School Theater
School Theater
a form of theater that originated in the educational establishments of Western Europe in the Middle Ages as a means of general upbringing and of studying Latin. The school theater was subsequently used to strengthen Catholicism and Protestantism. The plays were eventually performed in the vernacular. School dramas resembled mystery, miracle, or morality plays or plays on historical and mythological themes.
The school theater existed in many countries in Western Europe from the 15th to 18th centuries and in Russia in the 17th and 18th centuries. It had its own basic theoretical principles and rules carefully developed by such humanist writers as G. Pontano in Italy, J. C. Scaliger in France, and the scholar and poet Feofan Prokopovich in Russia.

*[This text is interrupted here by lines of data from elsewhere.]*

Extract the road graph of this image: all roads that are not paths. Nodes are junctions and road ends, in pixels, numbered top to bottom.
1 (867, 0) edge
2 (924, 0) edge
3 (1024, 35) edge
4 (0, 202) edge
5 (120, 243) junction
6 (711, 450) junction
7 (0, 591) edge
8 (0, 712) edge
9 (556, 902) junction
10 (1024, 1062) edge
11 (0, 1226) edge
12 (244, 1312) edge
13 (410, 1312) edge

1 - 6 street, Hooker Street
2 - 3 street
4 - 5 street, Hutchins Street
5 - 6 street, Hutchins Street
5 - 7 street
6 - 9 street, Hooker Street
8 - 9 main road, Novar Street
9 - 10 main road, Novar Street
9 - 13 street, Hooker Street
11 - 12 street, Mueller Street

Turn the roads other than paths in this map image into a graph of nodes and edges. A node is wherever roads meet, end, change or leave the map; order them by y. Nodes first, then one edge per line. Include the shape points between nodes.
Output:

Because Polish Jesuits encouraged school drama in the 16th and 17th centuries, the art became highly developed in Poland and from there spread to the Ukraine. Many school dramas were written at the Kiev Mogila Academy. The founder of school theater in Rus’ was Simeon Polotskii. While outlining a project for establishing a religious academy in Moscow, Polotskii wrote of the need to organize a theater at the academy. He also wrote for the theater the plays A Comedy Parable About the Prodigal Son and King Nebuchadnezzar. Under Peter I, the school theater stressed political themes, glorifying the new undertakings of the government; a typical example is Feofan Prokopovich’s Vladimir . . . (staged 1705).

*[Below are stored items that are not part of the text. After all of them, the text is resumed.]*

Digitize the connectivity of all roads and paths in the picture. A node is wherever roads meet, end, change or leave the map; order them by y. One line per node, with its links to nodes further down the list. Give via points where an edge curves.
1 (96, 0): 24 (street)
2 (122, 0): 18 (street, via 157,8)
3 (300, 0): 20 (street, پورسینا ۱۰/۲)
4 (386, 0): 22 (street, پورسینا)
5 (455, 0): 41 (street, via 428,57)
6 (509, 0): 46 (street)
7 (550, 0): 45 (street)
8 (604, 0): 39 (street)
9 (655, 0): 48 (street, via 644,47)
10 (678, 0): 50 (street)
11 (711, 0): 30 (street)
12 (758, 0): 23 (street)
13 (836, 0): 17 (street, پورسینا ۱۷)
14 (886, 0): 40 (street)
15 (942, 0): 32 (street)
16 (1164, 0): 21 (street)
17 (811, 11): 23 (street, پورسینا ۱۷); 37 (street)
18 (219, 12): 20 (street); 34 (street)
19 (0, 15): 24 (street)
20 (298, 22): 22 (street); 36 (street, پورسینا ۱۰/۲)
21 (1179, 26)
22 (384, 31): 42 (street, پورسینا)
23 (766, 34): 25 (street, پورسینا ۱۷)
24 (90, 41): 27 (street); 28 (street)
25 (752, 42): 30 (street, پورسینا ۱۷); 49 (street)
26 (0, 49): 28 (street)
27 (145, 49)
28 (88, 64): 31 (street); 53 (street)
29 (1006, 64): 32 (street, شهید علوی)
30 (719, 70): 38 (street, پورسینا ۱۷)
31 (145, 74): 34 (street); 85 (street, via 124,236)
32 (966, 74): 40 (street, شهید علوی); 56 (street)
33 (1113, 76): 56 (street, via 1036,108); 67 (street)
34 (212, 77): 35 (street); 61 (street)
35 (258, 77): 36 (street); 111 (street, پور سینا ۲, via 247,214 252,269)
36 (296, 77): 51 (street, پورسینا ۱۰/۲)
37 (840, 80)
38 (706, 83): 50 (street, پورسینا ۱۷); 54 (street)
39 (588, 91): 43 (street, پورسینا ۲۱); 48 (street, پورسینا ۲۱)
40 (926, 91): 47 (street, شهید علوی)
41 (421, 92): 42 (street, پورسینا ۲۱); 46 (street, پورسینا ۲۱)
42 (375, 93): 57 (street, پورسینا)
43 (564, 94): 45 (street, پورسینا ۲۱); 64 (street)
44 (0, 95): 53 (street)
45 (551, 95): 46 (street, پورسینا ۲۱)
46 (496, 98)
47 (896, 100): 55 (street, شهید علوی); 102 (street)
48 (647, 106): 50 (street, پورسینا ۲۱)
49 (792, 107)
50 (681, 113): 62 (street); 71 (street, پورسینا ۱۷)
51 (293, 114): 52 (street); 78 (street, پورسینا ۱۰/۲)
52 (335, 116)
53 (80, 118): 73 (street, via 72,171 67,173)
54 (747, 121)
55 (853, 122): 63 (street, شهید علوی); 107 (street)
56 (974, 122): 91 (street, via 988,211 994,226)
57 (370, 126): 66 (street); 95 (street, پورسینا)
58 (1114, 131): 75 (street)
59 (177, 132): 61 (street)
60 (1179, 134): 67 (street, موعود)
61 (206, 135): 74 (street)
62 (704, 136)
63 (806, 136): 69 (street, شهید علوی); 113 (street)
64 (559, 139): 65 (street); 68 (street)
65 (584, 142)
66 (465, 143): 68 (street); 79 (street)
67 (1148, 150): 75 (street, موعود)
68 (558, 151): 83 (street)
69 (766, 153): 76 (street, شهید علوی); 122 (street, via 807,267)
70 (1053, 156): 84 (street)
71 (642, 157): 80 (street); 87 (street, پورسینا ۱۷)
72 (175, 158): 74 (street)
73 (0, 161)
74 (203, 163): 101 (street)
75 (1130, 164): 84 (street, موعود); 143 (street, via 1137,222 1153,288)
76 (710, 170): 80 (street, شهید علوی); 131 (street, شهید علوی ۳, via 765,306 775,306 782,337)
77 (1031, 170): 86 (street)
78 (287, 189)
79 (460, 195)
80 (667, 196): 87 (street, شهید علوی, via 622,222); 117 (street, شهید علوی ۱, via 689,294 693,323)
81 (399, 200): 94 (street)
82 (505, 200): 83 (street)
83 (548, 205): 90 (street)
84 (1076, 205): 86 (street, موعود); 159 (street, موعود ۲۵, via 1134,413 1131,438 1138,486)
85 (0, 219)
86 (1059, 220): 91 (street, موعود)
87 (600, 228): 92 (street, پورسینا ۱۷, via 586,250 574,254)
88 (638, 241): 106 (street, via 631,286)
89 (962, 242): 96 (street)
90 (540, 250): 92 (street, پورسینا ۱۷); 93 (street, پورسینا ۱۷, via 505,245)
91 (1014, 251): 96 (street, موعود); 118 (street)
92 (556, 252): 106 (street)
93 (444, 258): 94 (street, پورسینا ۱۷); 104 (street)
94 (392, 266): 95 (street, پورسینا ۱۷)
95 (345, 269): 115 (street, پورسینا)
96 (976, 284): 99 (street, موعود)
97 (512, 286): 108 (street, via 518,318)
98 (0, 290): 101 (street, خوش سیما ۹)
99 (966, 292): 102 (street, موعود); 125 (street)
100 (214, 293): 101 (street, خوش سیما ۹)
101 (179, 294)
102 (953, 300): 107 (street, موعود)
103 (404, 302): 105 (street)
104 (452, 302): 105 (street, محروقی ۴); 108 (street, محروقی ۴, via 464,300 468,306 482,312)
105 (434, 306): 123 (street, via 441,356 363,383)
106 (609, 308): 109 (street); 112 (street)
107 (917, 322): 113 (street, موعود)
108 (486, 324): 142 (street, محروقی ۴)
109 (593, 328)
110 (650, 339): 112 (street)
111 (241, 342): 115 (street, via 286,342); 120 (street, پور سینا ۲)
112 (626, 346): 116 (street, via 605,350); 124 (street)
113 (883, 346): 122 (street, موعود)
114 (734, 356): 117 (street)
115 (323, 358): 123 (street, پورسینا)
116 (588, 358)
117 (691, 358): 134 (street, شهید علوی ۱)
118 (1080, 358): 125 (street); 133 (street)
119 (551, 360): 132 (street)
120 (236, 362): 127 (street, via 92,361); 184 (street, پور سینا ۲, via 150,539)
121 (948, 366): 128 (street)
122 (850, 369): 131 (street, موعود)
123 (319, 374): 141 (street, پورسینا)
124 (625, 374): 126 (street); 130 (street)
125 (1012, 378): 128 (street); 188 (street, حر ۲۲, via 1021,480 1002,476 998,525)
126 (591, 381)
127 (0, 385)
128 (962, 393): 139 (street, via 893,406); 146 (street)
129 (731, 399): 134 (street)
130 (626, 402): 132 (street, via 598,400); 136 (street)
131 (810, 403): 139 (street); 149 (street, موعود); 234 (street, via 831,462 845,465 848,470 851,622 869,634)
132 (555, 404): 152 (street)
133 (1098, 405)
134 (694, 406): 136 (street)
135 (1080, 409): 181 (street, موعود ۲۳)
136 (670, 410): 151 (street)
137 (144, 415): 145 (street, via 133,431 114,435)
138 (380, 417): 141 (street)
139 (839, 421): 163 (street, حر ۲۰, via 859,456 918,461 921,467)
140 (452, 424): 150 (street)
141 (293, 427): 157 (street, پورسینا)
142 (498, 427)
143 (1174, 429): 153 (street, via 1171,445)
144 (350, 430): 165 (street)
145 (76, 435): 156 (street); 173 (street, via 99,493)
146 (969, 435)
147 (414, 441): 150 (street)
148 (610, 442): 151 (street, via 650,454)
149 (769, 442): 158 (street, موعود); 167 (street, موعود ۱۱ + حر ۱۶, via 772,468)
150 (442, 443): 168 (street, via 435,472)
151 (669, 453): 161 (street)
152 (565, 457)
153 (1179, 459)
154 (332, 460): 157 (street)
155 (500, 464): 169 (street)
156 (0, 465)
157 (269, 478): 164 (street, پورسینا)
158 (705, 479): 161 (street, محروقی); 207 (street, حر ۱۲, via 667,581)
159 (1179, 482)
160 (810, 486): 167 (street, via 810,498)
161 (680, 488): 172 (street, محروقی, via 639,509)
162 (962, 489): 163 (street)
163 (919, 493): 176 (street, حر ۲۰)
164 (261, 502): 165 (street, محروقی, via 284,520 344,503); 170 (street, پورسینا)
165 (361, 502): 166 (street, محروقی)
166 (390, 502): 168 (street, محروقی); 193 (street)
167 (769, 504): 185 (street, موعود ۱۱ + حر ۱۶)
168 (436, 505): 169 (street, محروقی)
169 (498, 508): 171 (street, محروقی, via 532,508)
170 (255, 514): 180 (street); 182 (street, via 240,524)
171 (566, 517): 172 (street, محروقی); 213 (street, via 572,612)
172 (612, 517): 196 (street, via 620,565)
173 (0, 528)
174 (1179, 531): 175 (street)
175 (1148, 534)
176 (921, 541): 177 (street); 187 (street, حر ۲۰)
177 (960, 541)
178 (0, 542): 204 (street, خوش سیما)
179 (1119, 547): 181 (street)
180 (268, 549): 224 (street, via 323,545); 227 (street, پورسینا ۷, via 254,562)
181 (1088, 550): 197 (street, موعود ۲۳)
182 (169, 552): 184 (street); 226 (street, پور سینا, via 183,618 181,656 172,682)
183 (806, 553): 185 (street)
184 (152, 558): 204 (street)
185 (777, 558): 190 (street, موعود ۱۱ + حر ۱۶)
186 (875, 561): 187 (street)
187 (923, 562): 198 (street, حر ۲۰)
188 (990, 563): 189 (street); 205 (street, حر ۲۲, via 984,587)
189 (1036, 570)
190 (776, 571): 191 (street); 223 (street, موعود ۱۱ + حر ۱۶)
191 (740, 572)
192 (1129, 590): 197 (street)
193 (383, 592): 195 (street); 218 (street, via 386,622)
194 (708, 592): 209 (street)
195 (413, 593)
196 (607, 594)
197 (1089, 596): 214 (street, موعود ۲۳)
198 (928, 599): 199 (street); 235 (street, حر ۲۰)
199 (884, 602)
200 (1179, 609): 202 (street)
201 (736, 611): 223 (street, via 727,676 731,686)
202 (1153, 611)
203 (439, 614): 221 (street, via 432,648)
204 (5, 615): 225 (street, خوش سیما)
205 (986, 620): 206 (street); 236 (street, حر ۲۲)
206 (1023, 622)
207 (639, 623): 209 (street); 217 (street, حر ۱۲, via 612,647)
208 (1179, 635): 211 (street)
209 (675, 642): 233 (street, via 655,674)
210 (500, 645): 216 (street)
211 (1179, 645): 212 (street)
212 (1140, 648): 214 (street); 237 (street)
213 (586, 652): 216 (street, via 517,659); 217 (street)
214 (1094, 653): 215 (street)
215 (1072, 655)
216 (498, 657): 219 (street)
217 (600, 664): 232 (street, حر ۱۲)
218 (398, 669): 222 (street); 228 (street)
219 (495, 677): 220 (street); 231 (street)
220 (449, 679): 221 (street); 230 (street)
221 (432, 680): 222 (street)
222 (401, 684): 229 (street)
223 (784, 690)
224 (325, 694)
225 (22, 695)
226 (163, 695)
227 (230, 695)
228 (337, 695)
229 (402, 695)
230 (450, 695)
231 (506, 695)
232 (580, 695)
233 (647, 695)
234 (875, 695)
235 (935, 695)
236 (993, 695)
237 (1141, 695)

Presentations of school theater were given in educational establishments and in squares during festivals; between the acts interludes were performed, mainly comic scenes from everyday life.
REFERENCES
Istoriia zapadnoevropeiskogo teatra, vols. 1–2. Edited by S. Mokul’skii. Moscow, 1956–57.Vsevolodskii-Gerngross, V. Russkii teatr: Ot istokov do serediny XVIII v. Moscow, 1957.
Badalich, I. M., and V. D. Kuz’mina, Pamiatniki russkoi shkol’noi dramy XVIII v. Moscow, 1968.